(INPUT RECORDS begins)

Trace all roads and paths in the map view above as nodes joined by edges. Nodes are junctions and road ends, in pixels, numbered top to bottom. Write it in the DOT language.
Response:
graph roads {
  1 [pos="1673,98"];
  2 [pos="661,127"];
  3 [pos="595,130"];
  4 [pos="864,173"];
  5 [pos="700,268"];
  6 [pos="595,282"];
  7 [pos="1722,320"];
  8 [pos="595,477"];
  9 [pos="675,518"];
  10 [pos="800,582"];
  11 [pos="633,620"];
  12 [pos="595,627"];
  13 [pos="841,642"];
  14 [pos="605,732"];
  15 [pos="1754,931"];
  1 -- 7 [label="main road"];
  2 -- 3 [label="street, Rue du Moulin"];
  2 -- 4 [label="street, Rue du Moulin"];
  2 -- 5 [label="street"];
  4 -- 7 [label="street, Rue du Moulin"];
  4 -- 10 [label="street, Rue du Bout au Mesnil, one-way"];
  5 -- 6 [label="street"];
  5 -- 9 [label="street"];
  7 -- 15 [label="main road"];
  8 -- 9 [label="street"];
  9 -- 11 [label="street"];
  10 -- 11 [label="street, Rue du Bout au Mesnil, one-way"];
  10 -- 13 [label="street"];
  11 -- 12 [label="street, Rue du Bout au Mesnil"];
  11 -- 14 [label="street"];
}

(INPUT RECORDS ends)

A verbatim copy of every record is what you should return.

Trace all roads and paths in the map view above as nodes joined by edges. Nodes are junctions and road ends, in pixels, numbered top to bottom. Write it in the DOT language.
Response:
graph roads {
  1 [pos="1673,98"];
  2 [pos="661,127"];
  3 [pos="595,130"];
  4 [pos="864,173"];
  5 [pos="700,268"];
  6 [pos="595,282"];
  7 [pos="1722,320"];
  8 [pos="595,477"];
  9 [pos="675,518"];
  10 [pos="800,582"];
  11 [pos="633,620"];
  12 [pos="595,627"];
  13 [pos="841,642"];
  14 [pos="605,732"];
  15 [pos="1754,931"];
  1 -- 7 [label="main road"];
  2 -- 3 [label="street, Rue du Moulin"];
  2 -- 4 [label="street, Rue du Moulin"];
  2 -- 5 [label="street"];
  4 -- 7 [label="street, Rue du Moulin"];
  4 -- 10 [label="street, Rue du Bout au Mesnil, one-way"];
  5 -- 6 [label="street"];
  5 -- 9 [label="street"];
  7 -- 15 [label="main road"];
  8 -- 9 [label="street"];
  9 -- 11 [label="street"];
  10 -- 11 [label="street, Rue du Bout au Mesnil, one-way"];
  10 -- 13 [label="street"];
  11 -- 12 [label="street, Rue du Bout au Mesnil"];
  11 -- 14 [label="street"];
}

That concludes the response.